*WHAT YOU ARE ASKED TO DO*. Each record is to be printed again exactly, though not its pictures.
DATA EXCERPTS Block Start
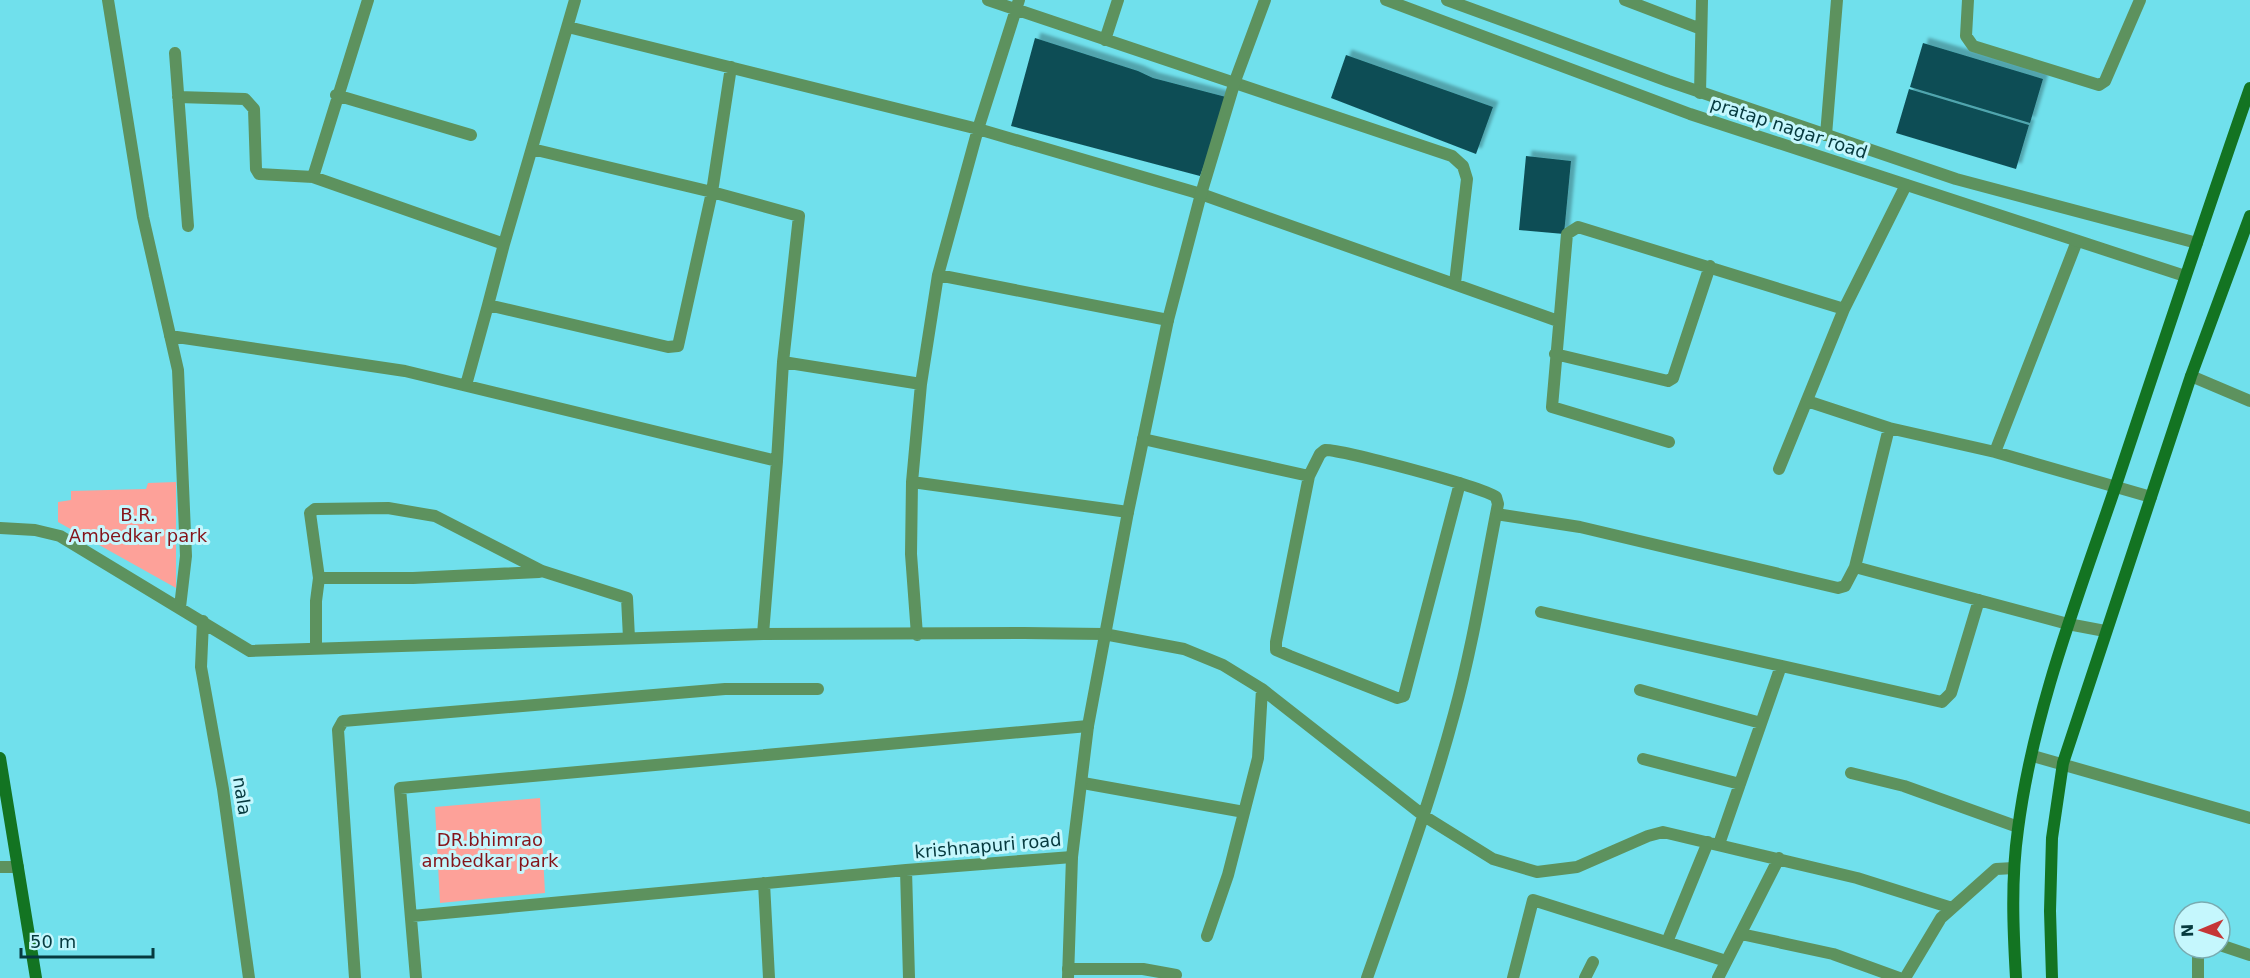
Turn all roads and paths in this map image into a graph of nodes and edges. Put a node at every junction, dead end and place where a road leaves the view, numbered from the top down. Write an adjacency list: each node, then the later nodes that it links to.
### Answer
1 (108, 0): 46 (street, nala)
2 (368, 0): 23 (street)
3 (575, 0): 15 (street)
4 (988, 0): 14 (street)
5 (1118, 0): 17 (street)
6 (1265, 0): 20 (street)
7 (1386, 0): 30 (street, pratap nagar road)
8 (1447, 0): 22 (street)
9 (1625, 0): 16 (street)
10 (1702, 0): 16 (street)
11 (1837, 0): 27 (street)
12 (1968, 0): 13 (street)
13 (2140, 0)
14 (1017, 5): 17 (street); 25 (street)
15 (568, 27): 19 (street); 28 (street)
16 (1701, 28): 22 (street)
17 (1105, 40): 20 (street)
18 (175, 53): 24 (street)
19 (730, 67): 25 (street); 31 (street)
20 (1235, 81): 32 (street); 41 (street)
21 (2250, 88): 36 (main road)
22 (1700, 93): 27 (street)
23 (336, 95): 26 (street); 29 (street)
24 (178, 97): 29 (street); 34 (street)
25 (978, 129): 32 (street); 39 (street)
26 (471, 135)
27 (1826, 135): 36 (street)
28 (532, 148): 31 (street); 37 (street)
29 (313, 177): 37 (street)
30 (1906, 185): 35 (street, pratap nagar road); 43 (street)
31 (711, 192): 42 (street); 48 (street)
32 (1201, 194): 41 (street); 44 (street)
33 (2250, 216): 49 (main road)
34 (188, 226)
35 (2077, 241): 40 (street, pratap nagar road); 57 (street)
36 (2197, 243): 40 (main road)
37 (504, 244): 42 (street)
38 (1710, 266): 43 (street); 45 (street); 47 (street)
39 (938, 275): 44 (street); 50 (street)
40 (2185, 276): 63 (main road)
41 (1455, 283): 45 (street)
42 (488, 305): 51 (street)
43 (1844, 309): 52 (street)
44 (1168, 320): 55 (street)
45 (1558, 321): 47 (street)
46 (170, 336): 51 (street); 73 (street, nala)
47 (1555, 354): 56 (street)
48 (783, 362): 50 (street); 58 (street)
49 (2191, 376): 53 (street); 64 (main road)
50 (921, 384): 61 (street)
51 (466, 386): 58 (street)
52 (1807, 400): 54 (street); 59 (street)
53 (2250, 401)
54 (1889, 428): 57 (street); 68 (street)
55 (1143, 439): 60 (street); 65 (street)
56 (1669, 442)
57 (1995, 452): 63 (street)
58 (777, 461): 76 (street)
59 (1779, 469)
60 (1309, 476): 62 (street); 62 (street)
61 (912, 482): 65 (street); 78 (street)
62 (1460, 483): 66 (street)
63 (2115, 486): 64 (street); 74 (main road)
64 (2151, 497): 75 (main road)
65 (1128, 512): 77 (street)
66 (1496, 514): 68 (street); 95 (street)
67 (0, 528): 73 (street)
68 (1855, 567): 71 (street)
69 (542, 571): 70 (street); 70 (street); 79 (street)
70 (319, 578): 80 (street)
71 (1980, 600): 74 (street); 81 (street)
72 (1541, 612): 81 (street)
73 (193, 615): 80 (street); 119 (street, nala)
74 (2068, 624): 75 (street); 87 (main road)
75 (2105, 631): 90 (main road)
76 (763, 634): 78 (street); 79 (street)
77 (1104, 634): 78 (street); 83 (street); 86 (street)
78 (917, 635)
79 (629, 638): 80 (street)
80 (316, 649)
81 (1781, 666): 85 (street)
82 (818, 688): 120 (street)
83 (1262, 689): 94 (street); 95 (street)
84 (1640, 690): 85 (street)
85 (1761, 723): 93 (street)
86 (1088, 726): 92 (street); 107 (street)
87 (2033, 756): 90 (street); 97 (main road)
88 (0, 758): 102 (main road)
89 (1643, 759): 93 (street)
90 (2063, 763): 96 (street); 131 (main road)
91 (1851, 773): 97 (street)
92 (1083, 783): 94 (street); 99 (street)
93 (1740, 784): 98 (street)
94 (1244, 812): 109 (street)
95 (1424, 816): 98 (street); 124 (street)
96 (2250, 818)
97 (2018, 827): 103 (main road)
98 (1713, 843): 100 (street); 110 (street)
99 (1072, 857): 104 (street, krishnapuri road); 116 (street)
100 (1779, 858): 106 (street); 108 (street)
101 (0, 867): 102 (street)
102 (18, 867): 118 (main road)
103 (2014, 868): 106 (street); 130 (main road)
104 (906, 870): 105 (street); 123 (street, krishnapuri road)
105 (764, 883): 107 (street); 122 (street)
106 (1952, 908): 129 (street)
107 (412, 916): 121 (street)
108 (1741, 934): 114 (street); 128 (street)
109 (1207, 936)
110 (1667, 942): 114 (street); 125 (street)
111 (2232, 949): 112 (street)
112 (2250, 955)
113 (2198, 960): 132 (street)
114 (1726, 961): 127 (street)
115 (1593, 962): 126 (street)
116 (1068, 973): 117 (street)
117 (1176, 975)
118 (36, 978)
119 (249, 978)
120 (355, 978)
121 (416, 978)
122 (769, 978)
123 (909, 978)
124 (1367, 978)
125 (1513, 978)
126 (1585, 978)
127 (1718, 978)
128 (1899, 978)
129 (1905, 978)
130 (2016, 978)
131 (2052, 978)
132 (2199, 978)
DATA EXCERPTS Block End
*SOLUTION FOR THIS EXERCISE*.
Turn all roads and paths in this map image into a graph of nodes and edges. Put a node at every junction, dead end and place where a road leaves the view, numbered from the top down. Write an adjacency list: each node, then the later nodes that it links to.
### Answer
1 (108, 0): 46 (street, nala)
2 (368, 0): 23 (street)
3 (575, 0): 15 (street)
4 (988, 0): 14 (street)
5 (1118, 0): 17 (street)
6 (1265, 0): 20 (street)
7 (1386, 0): 30 (street, pratap nagar road)
8 (1447, 0): 22 (street)
9 (1625, 0): 16 (street)
10 (1702, 0): 16 (street)
11 (1837, 0): 27 (street)
12 (1968, 0): 13 (street)
13 (2140, 0)
14 (1017, 5): 17 (street); 25 (street)
15 (568, 27): 19 (street); 28 (street)
16 (1701, 28): 22 (street)
17 (1105, 40): 20 (street)
18 (175, 53): 24 (street)
19 (730, 67): 25 (street); 31 (street)
20 (1235, 81): 32 (street); 41 (street)
21 (2250, 88): 36 (main road)
22 (1700, 93): 27 (street)
23 (336, 95): 26 (street); 29 (street)
24 (178, 97): 29 (street); 34 (street)
25 (978, 129): 32 (street); 39 (street)
26 (471, 135)
27 (1826, 135): 36 (street)
28 (532, 148): 31 (street); 37 (street)
29 (313, 177): 37 (street)
30 (1906, 185): 35 (street, pratap nagar road); 43 (street)
31 (711, 192): 42 (street); 48 (street)
32 (1201, 194): 41 (street); 44 (street)
33 (2250, 216): 49 (main road)
34 (188, 226)
35 (2077, 241): 40 (street, pratap nagar road); 57 (street)
36 (2197, 243): 40 (main road)
37 (504, 244): 42 (street)
38 (1710, 266): 43 (street); 45 (street); 47 (street)
39 (938, 275): 44 (street); 50 (street)
40 (2185, 276): 63 (main road)
41 (1455, 283): 45 (street)
42 (488, 305): 51 (street)
43 (1844, 309): 52 (street)
44 (1168, 320): 55 (street)
45 (1558, 321): 47 (street)
46 (170, 336): 51 (street); 73 (street, nala)
47 (1555, 354): 56 (street)
48 (783, 362): 50 (street); 58 (street)
49 (2191, 376): 53 (street); 64 (main road)
50 (921, 384): 61 (street)
51 (466, 386): 58 (street)
52 (1807, 400): 54 (street); 59 (street)
53 (2250, 401)
54 (1889, 428): 57 (street); 68 (street)
55 (1143, 439): 60 (street); 65 (street)
56 (1669, 442)
57 (1995, 452): 63 (street)
58 (777, 461): 76 (street)
59 (1779, 469)
60 (1309, 476): 62 (street); 62 (street)
61 (912, 482): 65 (street); 78 (street)
62 (1460, 483): 66 (street)
63 (2115, 486): 64 (street); 74 (main road)
64 (2151, 497): 75 (main road)
65 (1128, 512): 77 (street)
66 (1496, 514): 68 (street); 95 (street)
67 (0, 528): 73 (street)
68 (1855, 567): 71 (street)
69 (542, 571): 70 (street); 70 (street); 79 (street)
70 (319, 578): 80 (street)
71 (1980, 600): 74 (street); 81 (street)
72 (1541, 612): 81 (street)
73 (193, 615): 80 (street); 119 (street, nala)
74 (2068, 624): 75 (street); 87 (main road)
75 (2105, 631): 90 (main road)
76 (763, 634): 78 (street); 79 (street)
77 (1104, 634): 78 (street); 83 (street); 86 (street)
78 (917, 635)
79 (629, 638): 80 (street)
80 (316, 649)
81 (1781, 666): 85 (street)
82 (818, 688): 120 (street)
83 (1262, 689): 94 (street); 95 (street)
84 (1640, 690): 85 (street)
85 (1761, 723): 93 (street)
86 (1088, 726): 92 (street); 107 (street)
87 (2033, 756): 90 (street); 97 (main road)
88 (0, 758): 102 (main road)
89 (1643, 759): 93 (street)
90 (2063, 763): 96 (street); 131 (main road)
91 (1851, 773): 97 (street)
92 (1083, 783): 94 (street); 99 (street)
93 (1740, 784): 98 (street)
94 (1244, 812): 109 (street)
95 (1424, 816): 98 (street); 124 (street)
96 (2250, 818)
97 (2018, 827): 103 (main road)
98 (1713, 843): 100 (street); 110 (street)
99 (1072, 857): 104 (street, krishnapuri road); 116 (street)
100 (1779, 858): 106 (street); 108 (street)
101 (0, 867): 102 (street)
102 (18, 867): 118 (main road)
103 (2014, 868): 106 (street); 130 (main road)
104 (906, 870): 105 (street); 123 (street, krishnapuri road)
105 (764, 883): 107 (street); 122 (street)
106 (1952, 908): 129 (street)
107 (412, 916): 121 (street)
108 (1741, 934): 114 (street); 128 (street)
109 (1207, 936)
110 (1667, 942): 114 (street); 125 (street)
111 (2232, 949): 112 (street)
112 (2250, 955)
113 (2198, 960): 132 (street)
114 (1726, 961): 127 (street)
115 (1593, 962): 126 (street)
116 (1068, 973): 117 (street)
117 (1176, 975)
118 (36, 978)
119 (249, 978)
120 (355, 978)
121 (416, 978)
122 (769, 978)
123 (909, 978)
124 (1367, 978)
125 (1513, 978)
126 (1585, 978)
127 (1718, 978)
128 (1899, 978)
129 (1905, 978)
130 (2016, 978)
131 (2052, 978)
132 (2199, 978)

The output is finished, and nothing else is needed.